The truth is this: God loves the sinner because he is a personality reality, a spirit-filled soul with the potential for eternity. He loves you because you are. Towards sin, however, God does not love, nor does he hate. He simply holds a posture of justice. The love of God saves the sinner, reaching out with a powerful and healing embrace to lift the soul from its self-imposed darkness. In this same universe, the law of God destroys the sin. The law is not punitive in its essence; it is a cleansing fire that consumes the unreality of imperfection.
This attitude of the divine nature would only appear to change in one terrible circumstance: if a sinner were to finally, completely, and irrevocably identify himself with sin. This would be a soul's ultimate rejection of reality, a full embrace of unreality. Such a mortal mind would sever itself from the indwelling Spirit of the Father and become entirely unspiritual in nature, ceasing to be a personality reality. In a universe of progressingly real and increasingly spiritual things, that which is wholly unreal and incomplete cannot exist forever. It would experience the eventual extinction of being, not as an act of divine wrath, but as the natural dissipation of a shadow that has refused to accept the light.
When we face the world of personality, the living, breathing souls that inhabit the realms of time and space, we discover God to be a loving person. He meets you where you are, with a heart of perfect understanding and an embrace of unconditional love. He is not a distant, unfeeling force, but a conscious, caring Parent. This is the God of our personal relationship, the one we can know and trust.
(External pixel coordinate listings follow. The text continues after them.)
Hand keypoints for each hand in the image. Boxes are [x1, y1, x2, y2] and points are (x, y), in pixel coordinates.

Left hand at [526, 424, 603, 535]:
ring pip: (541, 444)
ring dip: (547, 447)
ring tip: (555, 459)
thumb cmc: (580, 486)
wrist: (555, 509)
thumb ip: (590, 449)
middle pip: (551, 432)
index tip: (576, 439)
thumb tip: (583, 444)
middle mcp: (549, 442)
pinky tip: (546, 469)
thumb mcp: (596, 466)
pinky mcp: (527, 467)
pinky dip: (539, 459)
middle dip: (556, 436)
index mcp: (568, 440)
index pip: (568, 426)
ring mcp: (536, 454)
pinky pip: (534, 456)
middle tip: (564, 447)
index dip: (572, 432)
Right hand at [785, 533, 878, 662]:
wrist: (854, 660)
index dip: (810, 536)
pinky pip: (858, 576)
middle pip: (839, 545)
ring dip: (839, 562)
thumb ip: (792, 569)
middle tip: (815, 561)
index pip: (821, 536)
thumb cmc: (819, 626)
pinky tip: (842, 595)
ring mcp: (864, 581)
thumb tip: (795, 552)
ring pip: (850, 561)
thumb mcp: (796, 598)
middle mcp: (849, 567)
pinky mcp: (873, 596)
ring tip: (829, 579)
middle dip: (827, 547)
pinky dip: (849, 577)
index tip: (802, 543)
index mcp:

And yet, when we turn to face the spiritual world, the very essence of the divine nature itself, we understand a deeper truth: that God is not just a loving person, but he is personal love itself. His being is not merely defined by his love; his being is love. He is the very font from which all love flows, a sea of perfect affection that encompasses all existence. In your deepest and most profound religious experience, you come to know that he is both—a loving person in relation to you, and the very living essence of personal love that pervades all reality.
It is this love that identifies the volitional will of God. His will is not an arbitrary set of commands, but the active expression of his loving nature. His goodness rests at the very bottom of this divine free-willness. It is the universal tendency of the universe to choose love, to show mercy, to manifest patience, and to minister forgiveness. This is the gravity of spirit, the irresistible pull towards wholeness and light. It is the supreme tendency of the Paradise Father—to be good, to do good, and to extend that goodness to every being who will receive it.